Orbene, appaiono non dirimenti le censure mosse da parte istante e, pertanto, il giudicante ritiene di attribuire senz'altro prevalenza alle osservazioni compiute dal C.T.U. nel corso della visita personale, in quanto derivanti dall'attività direttamente compiuta dal consulente.
Da quanto esposto, alla luce della completezza dell'elaborato redatto in sede di atp, discende la non necessità di disporre una nuova CTU nel presente giudizio.
Per completezza si osserva che solo in allegato alle note di udienza, depositate il
31.03.2025, parte istante produce nuova certificazione medica senza tuttavia dedurne la rilevanza, sotto il profilo medico-legale, e l'incidenza sulla valutazione globale dello stato invalidante e sugli indici di autonomia del ricorrente.
Orbene, è sufficiente al riguardo rammentare che è principio consolidato quello per cui l'obbligo del giudice del merito di sottoporre a valutazione i dedotti intervenuti aggravamenti o le indicate nuove infermità rilevanti ai sensi dell'art. 149 disp. att. cod. proc. civ. - l'omissione della quale valutazione potrebbe implicare un vizio di motivazione della sentenza impugnata - presuppone, perché possa ritenersi coinvolto un punto decisivo della controversia, che l'assicurato, tenuto a dimostrare la rilevanza degli aggravamenti e delle infermità, abbia prodotto documentazione dalla quale sia desumibile, con presumibile fondatezza, la rilevanza invalidante dei dedotti aggravamenti o nuove infermità; e tale onere non può ritenersi adempiuto mediante la produzione di documentazione che contenga diagnosi prive di ulteriori indicazioni e specificazioni tali da confortare in modo adeguato l'eventuale incidenza invalidante delle affezioni morbose diagnosticate (Cass. n. 6428/1994;
Cass. n. 12187/1995; Cass. n. 4095/1999).

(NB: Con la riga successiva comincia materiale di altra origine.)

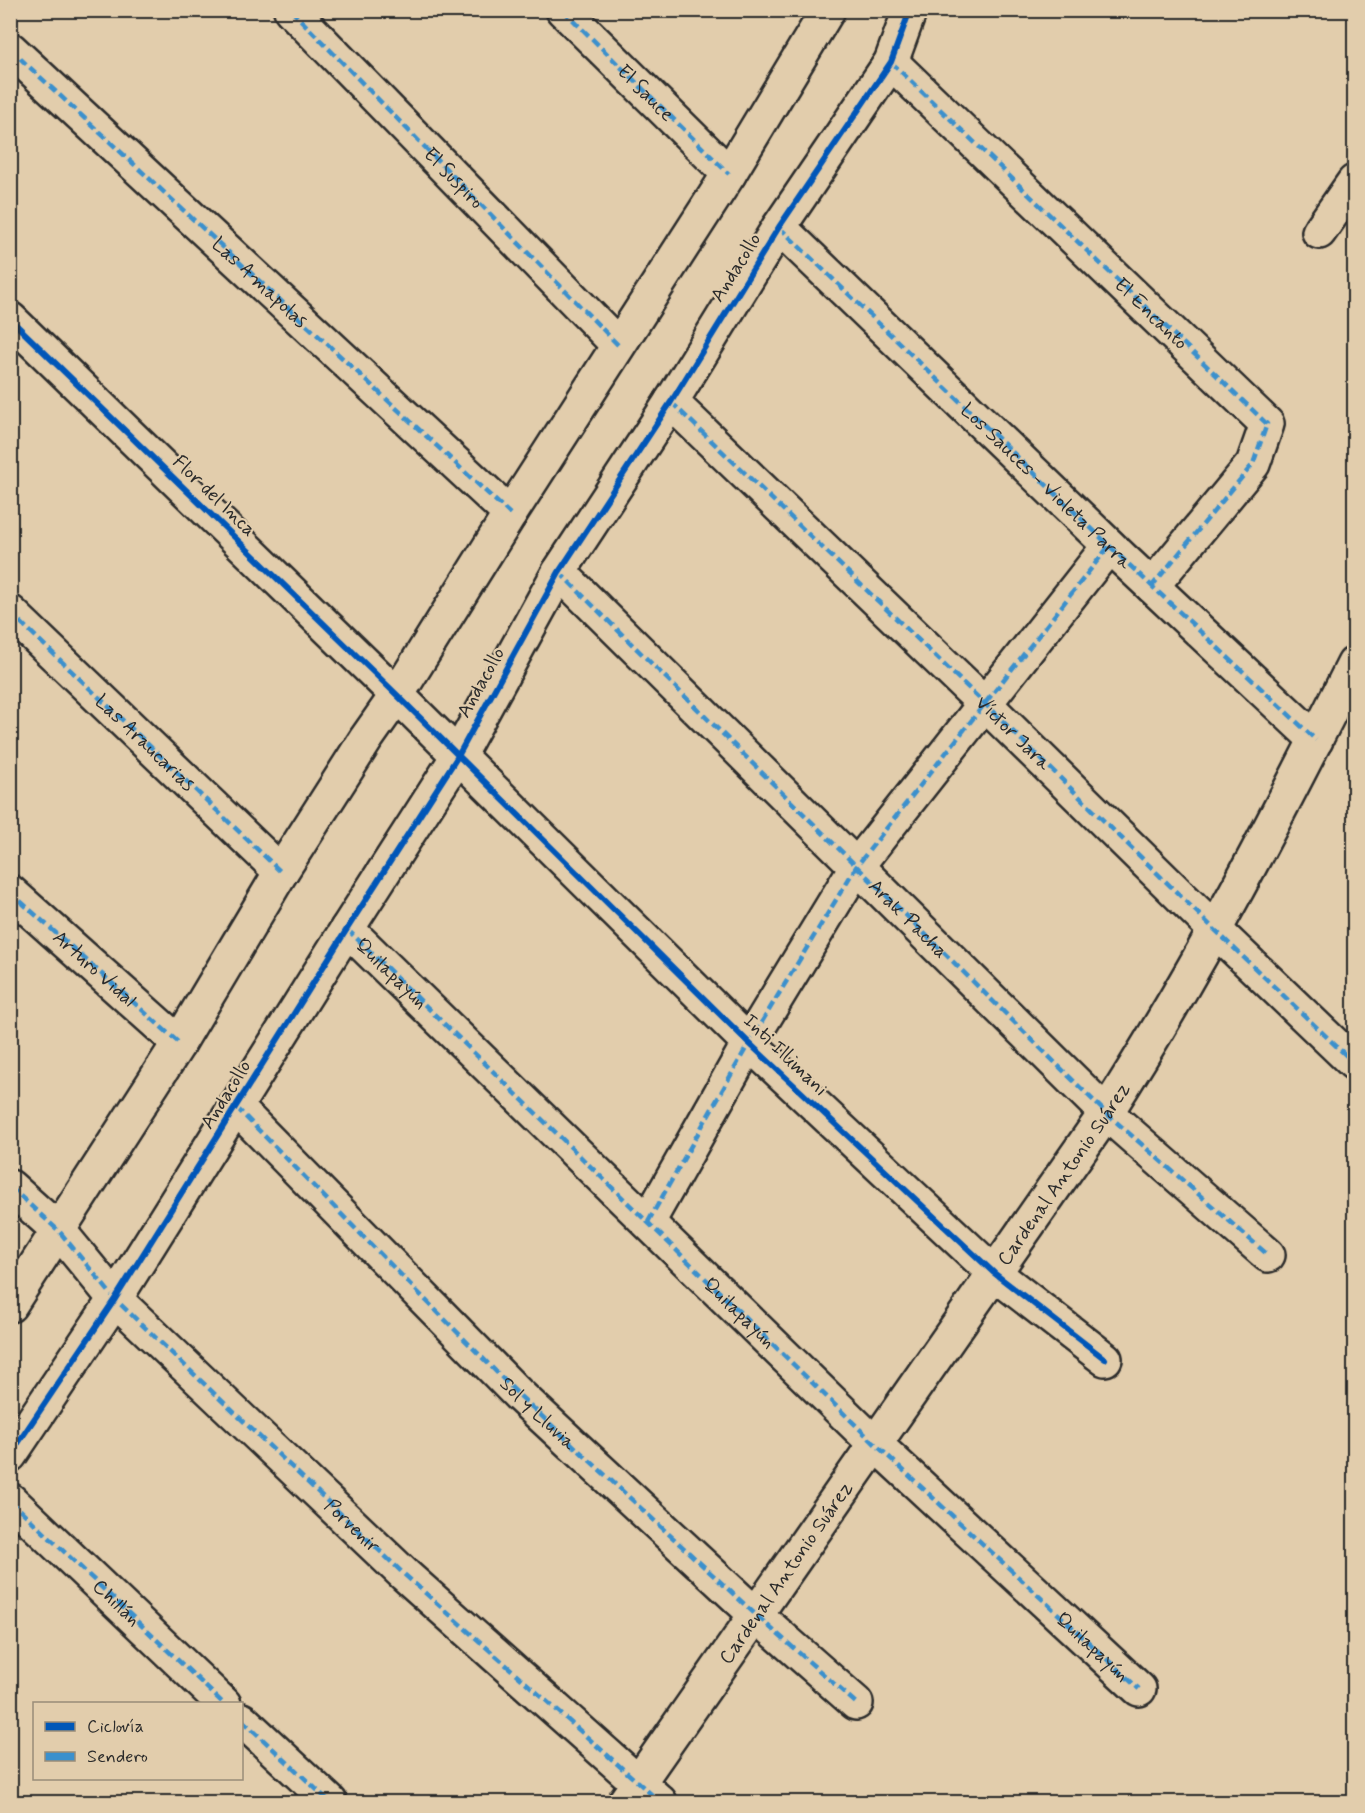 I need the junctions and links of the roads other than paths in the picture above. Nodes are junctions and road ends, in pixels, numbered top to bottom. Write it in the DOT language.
graph roads {
  1 [pos="291,10"];
  2 [pos="563,10"];
  3 [pos="828,10"];
  4 [pos="910,10"];
  5 [pos="10,49"];
  6 [pos="891,62"];
  7 [pos="729,174"];
  8 [pos="1353,189"];
  9 [pos="779,227"];
  10 [pos="1319,232"];
  11 [pos="10,319"];
  12 [pos="618,345"];
  13 [pos="671,402"];
  14 [pos="510,514"];
  15 [pos="1109,546"];
  16 [pos="559,572"];
  17 [pos="1152,586"];
  18 [pos="10,612"];
  19 [pos="1354,664"];
  20 [pos="397,695"];
  21 [pos="984,703"];
  22 [pos="1316,740"];
  23 [pos="458,756"];
  24 [pos="856,867"];
  25 [pos="281,872"];
  26 [pos="10,892"];
  27 [pos="347,929"];
  28 [pos="1214,929"];
  29 [pos="749,1042"];
  30 [pos="179,1043"];
  31 [pos="1354,1064"];
  32 [pos="236,1107"];
  33 [pos="1106,1113"];
  34 [pos="10,1187"];
  35 [pos="648,1222"];
  36 [pos="59,1231"];
  37 [pos="1268,1255"];
  38 [pos="994,1273"];
  39 [pos="115,1299"];
  40 [pos="10,1305"];
  41 [pos="1105,1359"];
  42 [pos="874,1443"];
  43 [pos="10,1455"];
  44 [pos="10,1500"];
  45 [pos="756,1616"];
  46 [pos="1139,1689"];
  47 [pos="222,1702"];
  48 [pos="856,1703"];
  49 [pos="243,1721"];
  50 [pos="641,1796"];
  51 [pos="319,1799"];
  1 -- 12 [label="street, El Suspiro"];
  2 -- 7 [label="street, El Sauce"];
  3 -- 7 [label="street"];
  4 -- 6 [label="street, Andacollo"];
  5 -- 14 [label="street, Las Amapolas"];
  6 -- 9 [label="street, Andacollo"];
  6 -- 17 [label="street, El Encanto"];
  7 -- 12 [label="street"];
  8 -- 10 [label="street"];
  9 -- 13 [label="street, Andacollo"];
  9 -- 15 [label="street, Los Sauces - Violeta Parra"];
  11 -- 20 [label="street, Flor del Inca"];
  12 -- 14 [label="street"];
  13 -- 16 [label="street, Andacollo"];
  13 -- 21 [label="street, Víctor Jara"];
  14 -- 20 [label="street"];
  15 -- 17 [label="street, Los Sauces - Violeta Parra"];
  15 -- 21 [label="street"];
  16 -- 23 [label="street, Andacollo"];
  16 -- 24 [label="street, Arak Pacha"];
  17 -- 22 [label="street, Los Sauces - Violeta Parra"];
  18 -- 25 [label="street, Las Araucarias"];
  19 -- 22 [label="street, Cardenal Antonio Suárez"];
  20 -- 23 [label="street, Flor del Inca"];
  20 -- 25 [label="street"];
  21 -- 24 [label="street"];
  21 -- 28 [label="street, Víctor Jara"];
  22 -- 28 [label="street, Cardenal Antonio Suárez"];
  23 -- 27 [label="street, Andacollo"];
  23 -- 29 [label="street, Inti Illimani"];
  24 -- 29 [label="street"];
  24 -- 33 [label="street, Arak Pacha"];
  25 -- 30 [label="street"];
  26 -- 30 [label="street, Arturo Vidal"];
  27 -- 32 [label="street, Andacollo"];
  27 -- 35 [label="street, Quilapayún"];
  28 -- 31 [label="street, Víctor Jara"];
  28 -- 33 [label="street, Cardenal Antonio Suárez"];
  29 -- 35 [label="street"];
  29 -- 38 [label="street, Inti Illimani"];
  30 -- 36 [label="street"];
  32 -- 39 [label="street, Andacollo"];
  32 -- 45 [label="street, Sol y Lluvia"];
  33 -- 37 [label="street, Arak Pacha"];
  33 -- 38 [label="street, Cardenal Antonio Suárez"];
  34 -- 36 [label="street, Porvenir"];
  35 -- 42 [label="street, Quilapayún"];
  36 -- 39 [label="street, Porvenir"];
  36 -- 40 [label="street"];
  38 -- 41 [label="street, Inti Illimani"];
  38 -- 42 [label="street, Cardenal Antonio Suárez"];
  39 -- 43 [label="street, Andacollo"];
  39 -- 50 [label="street, Porvenir"];
  42 -- 45 [label="street, Cardenal Antonio Suárez"];
  42 -- 46 [label="street, Quilapayún"];
  44 -- 47 [label="street, Chillán"];
  45 -- 48 [label="street, Sol y Lluvia"];
  45 -- 50 [label="street, Cardenal Antonio Suárez"];
  49 -- 51 [label="street"];
}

Premesso che l'art. 149 d.a. c.p.c. si applica anche in sede di a.t.p. specie, come nel caso in questione, quando il giudizio di opposizione si basa su documentazione sanitaria sopravvenuta (Cass.30860/19), la Suprema Corte ha ripetutamente affermato (Cass.

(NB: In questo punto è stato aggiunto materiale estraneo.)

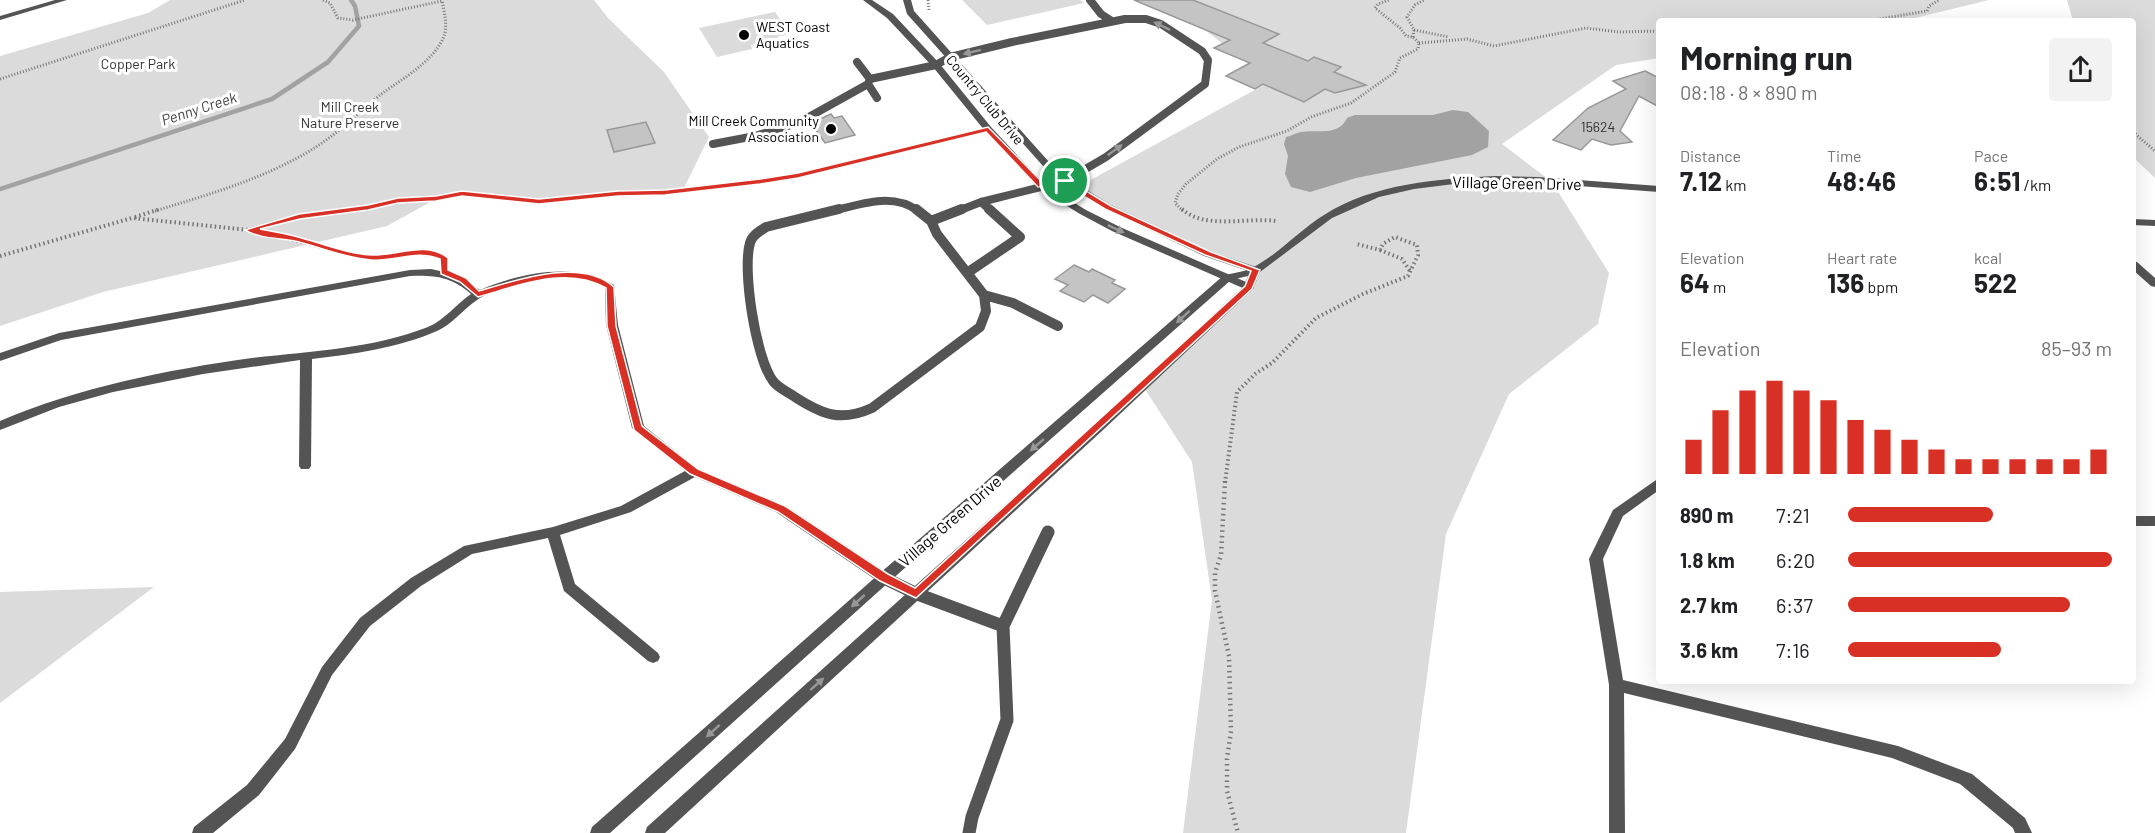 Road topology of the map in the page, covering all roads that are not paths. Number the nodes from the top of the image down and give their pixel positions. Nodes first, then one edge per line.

C21151/10, Cass.18153/16, Cass.11908/21) che la violazione dell'art. 149 d.a. c.p.c. postula che dinnanzi al giudice di merito non solo sia stato dedotta e provata
l'esistenza dei pretesi aggravamenti delle malattie già valutate, ma siano anche stati forniti elementi adeguati a dimostrare la determinante rilevanza delle nuove patologie
o dei denunciati aggravamenti, in modo da rendere palese che la positiva valutazione dei fatti dedotti avrebbe comportato con certezza la declaratoria del diritto alla prestazione richiesta in giudizio con la decorrenza auspicata (Cass. n. 26373 del 2023).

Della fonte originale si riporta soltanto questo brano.